O Atlas também faz um alerta para a alta recente dos óbitos. Entre as causas, cita o recrudescimento da violência no campo, o aumento das mortes por policiais sem mecanismos de controle efetivos e a ampliação do acesso a armas de fogo pelo governo Bolsonaro.
“Na segurança existe um embate parecido com o da pandemia, entre negacionismo e ciência. Na academia internacional e nacional há um consenso: mais armas, mais crimes. Mas isso tem sido desprezado por uma política irresponsável que vai trazer mais tragédias por décadas, porque essas novas armas vão durar 20, 30 anos”, diz Cerqueira.
MORTES DE INDÍGENAS
Mais de 2 mil indígenas foram assassinados entre 2009 e 2019 no Brasil, segundo dados do Atlas da Violência 2021. Nessa década, a taxa de mortes violentas de indígenas aumentou 21,6%, saindo de 15 por 100 mil indígenas, em 2009, para 18,3, em 2019.
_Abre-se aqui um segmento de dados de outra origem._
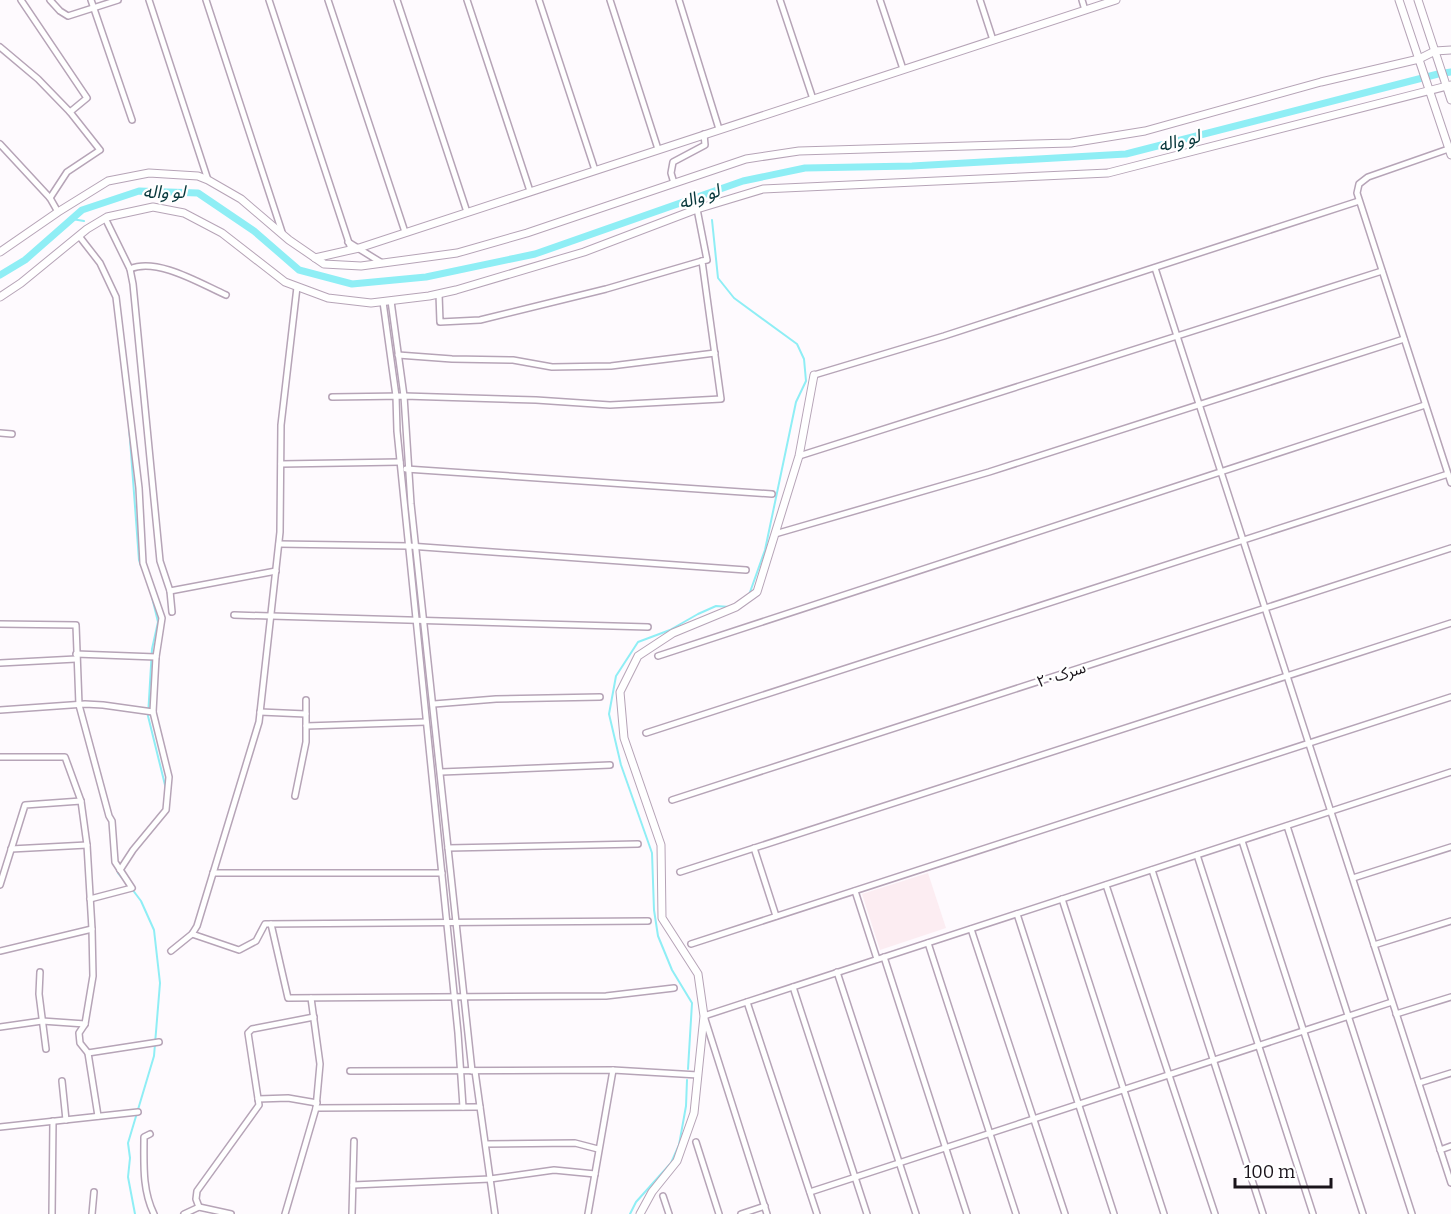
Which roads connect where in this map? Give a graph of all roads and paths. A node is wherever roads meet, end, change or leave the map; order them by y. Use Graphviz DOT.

Só em 2019, foram registrados 113 assassinatos e 20 homicídios culposos que, somados a outros casos de violências praticadas contra a pessoa indígena, totalizaram 277 casos em 2019 – o dobro do registrado em 2018.
A taxa também é maior em municípios com terras indígenas, 20,4 por 100 mil habitantes, do que em cidades sem terras indígenas, com 7,7.
“Os dados mostram um agravamento da violência letal contra povos indígenas e, principalmente, em terras indígenas”, diz Samira.
“Os municípios que têm terras indígenas são aqueles que apresentaram um crescimento mais acentuado na última década, o que é fruto, em alguma medida, de invasões, do garimpo ilegal, de uma série de ilícitos que vêm ocorrendo, de exploração ilegal de terras que são territórios tradicionais”, completa Samira Bueno.
VIOLÊNCIA CONTRA LGBTQIA+
O Atlas traz ainda dados sobre violências contra a população LGBTQIA +, mais uma vez chamando a atenção para a falta de informações nesse segmento.
As denúncias ao Disque 100, serviço do governo federal, sofreram uma redução brusca no último ano da análise. Desde 2015 o número de ligações se mantinha entre 1.600 e 2.000 anuais.
Em 2019, caiu à metade, para 833. Por outro lado, os números do do Sistema de Informação de Agravos de Notificação (Sinam) não indicaram uma queda desse tipo de notificação na prática, no sistema de saúde.
Em 2019, o Brasil registrou 5.330 casos de violência contra homossexuais e bissexuais, o que representa um aumento de 9,8% em comparação com o ano anterior, de acordo com o Atlas da Violência 2021.
Ainda segundo o estudo, com 3.967 casos contabilizados ao longo de 2019, os registros de violência contra trans e travestis aumentaram 5,6% em relação a 2018. Foi a primeira vez ainda que o estudo analisou violência contra dois outros grupos minoritários.